▸ **AIM OF THE EXERCISE**:
Transcribe all of the entries, matching each one exactly.

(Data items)
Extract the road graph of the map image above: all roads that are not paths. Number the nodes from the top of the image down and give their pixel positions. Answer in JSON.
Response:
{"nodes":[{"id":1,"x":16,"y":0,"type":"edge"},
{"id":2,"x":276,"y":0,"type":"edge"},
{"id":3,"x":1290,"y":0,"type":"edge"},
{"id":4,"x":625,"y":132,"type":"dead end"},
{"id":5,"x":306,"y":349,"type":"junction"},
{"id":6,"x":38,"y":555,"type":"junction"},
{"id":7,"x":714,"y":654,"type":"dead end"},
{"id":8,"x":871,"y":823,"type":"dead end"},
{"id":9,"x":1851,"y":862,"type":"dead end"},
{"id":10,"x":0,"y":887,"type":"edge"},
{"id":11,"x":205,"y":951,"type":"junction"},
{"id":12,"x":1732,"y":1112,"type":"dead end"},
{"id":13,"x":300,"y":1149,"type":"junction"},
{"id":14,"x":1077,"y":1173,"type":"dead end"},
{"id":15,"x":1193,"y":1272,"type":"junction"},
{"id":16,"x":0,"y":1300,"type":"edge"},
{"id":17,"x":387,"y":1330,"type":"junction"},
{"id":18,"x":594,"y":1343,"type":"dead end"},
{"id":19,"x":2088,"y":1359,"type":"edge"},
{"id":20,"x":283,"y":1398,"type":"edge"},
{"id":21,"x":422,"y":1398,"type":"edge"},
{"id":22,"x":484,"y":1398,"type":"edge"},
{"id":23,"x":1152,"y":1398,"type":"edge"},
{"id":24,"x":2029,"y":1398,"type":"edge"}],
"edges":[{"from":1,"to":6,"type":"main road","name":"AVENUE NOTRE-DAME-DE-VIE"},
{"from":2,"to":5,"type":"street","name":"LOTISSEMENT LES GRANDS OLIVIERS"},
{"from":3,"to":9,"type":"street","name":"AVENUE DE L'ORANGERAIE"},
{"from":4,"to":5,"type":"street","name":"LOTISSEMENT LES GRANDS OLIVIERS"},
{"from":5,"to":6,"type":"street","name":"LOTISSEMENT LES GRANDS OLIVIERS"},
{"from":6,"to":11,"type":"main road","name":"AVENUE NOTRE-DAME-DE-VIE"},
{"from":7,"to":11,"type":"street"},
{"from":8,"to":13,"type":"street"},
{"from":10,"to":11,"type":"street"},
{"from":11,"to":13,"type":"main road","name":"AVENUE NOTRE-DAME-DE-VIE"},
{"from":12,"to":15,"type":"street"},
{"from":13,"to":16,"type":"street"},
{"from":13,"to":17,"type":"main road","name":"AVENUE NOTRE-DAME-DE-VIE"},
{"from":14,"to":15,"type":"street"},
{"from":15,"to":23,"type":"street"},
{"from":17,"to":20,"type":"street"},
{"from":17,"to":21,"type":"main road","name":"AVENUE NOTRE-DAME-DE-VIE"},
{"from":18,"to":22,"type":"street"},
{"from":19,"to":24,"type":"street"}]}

▸ **ANSWER SECTION**:
Extract the road graph of the map image above: all roads that are not paths. Number the nodes from the top of the image down and give their pixel positions. Answer in JSON.
Response:
{"nodes":[{"id":1,"x":16,"y":0,"type":"edge"},
{"id":2,"x":276,"y":0,"type":"edge"},
{"id":3,"x":1290,"y":0,"type":"edge"},
{"id":4,"x":625,"y":132,"type":"dead end"},
{"id":5,"x":306,"y":349,"type":"junction"},
{"id":6,"x":38,"y":555,"type":"junction"},
{"id":7,"x":714,"y":654,"type":"dead end"},
{"id":8,"x":871,"y":823,"type":"dead end"},
{"id":9,"x":1851,"y":862,"type":"dead end"},
{"id":10,"x":0,"y":887,"type":"edge"},
{"id":11,"x":205,"y":951,"type":"junction"},
{"id":12,"x":1732,"y":1112,"type":"dead end"},
{"id":13,"x":300,"y":1149,"type":"junction"},
{"id":14,"x":1077,"y":1173,"type":"dead end"},
{"id":15,"x":1193,"y":1272,"type":"junction"},
{"id":16,"x":0,"y":1300,"type":"edge"},
{"id":17,"x":387,"y":1330,"type":"junction"},
{"id":18,"x":594,"y":1343,"type":"dead end"},
{"id":19,"x":2088,"y":1359,"type":"edge"},
{"id":20,"x":283,"y":1398,"type":"edge"},
{"id":21,"x":422,"y":1398,"type":"edge"},
{"id":22,"x":484,"y":1398,"type":"edge"},
{"id":23,"x":1152,"y":1398,"type":"edge"},
{"id":24,"x":2029,"y":1398,"type":"edge"}],
"edges":[{"from":1,"to":6,"type":"main road","name":"AVENUE NOTRE-DAME-DE-VIE"},
{"from":2,"to":5,"type":"street","name":"LOTISSEMENT LES GRANDS OLIVIERS"},
{"from":3,"to":9,"type":"street","name":"AVENUE DE L'ORANGERAIE"},
{"from":4,"to":5,"type":"street","name":"LOTISSEMENT LES GRANDS OLIVIERS"},
{"from":5,"to":6,"type":"street","name":"LOTISSEMENT LES GRANDS OLIVIERS"},
{"from":6,"to":11,"type":"main road","name":"AVENUE NOTRE-DAME-DE-VIE"},
{"from":7,"to":11,"type":"street"},
{"from":8,"to":13,"type":"street"},
{"from":10,"to":11,"type":"street"},
{"from":11,"to":13,"type":"main road","name":"AVENUE NOTRE-DAME-DE-VIE"},
{"from":12,"to":15,"type":"street"},
{"from":13,"to":16,"type":"street"},
{"from":13,"to":17,"type":"main road","name":"AVENUE NOTRE-DAME-DE-VIE"},
{"from":14,"to":15,"type":"street"},
{"from":15,"to":23,"type":"street"},
{"from":17,"to":20,"type":"street"},
{"from":17,"to":21,"type":"main road","name":"AVENUE NOTRE-DAME-DE-VIE"},
{"from":18,"to":22,"type":"street"},
{"from":19,"to":24,"type":"street"}]}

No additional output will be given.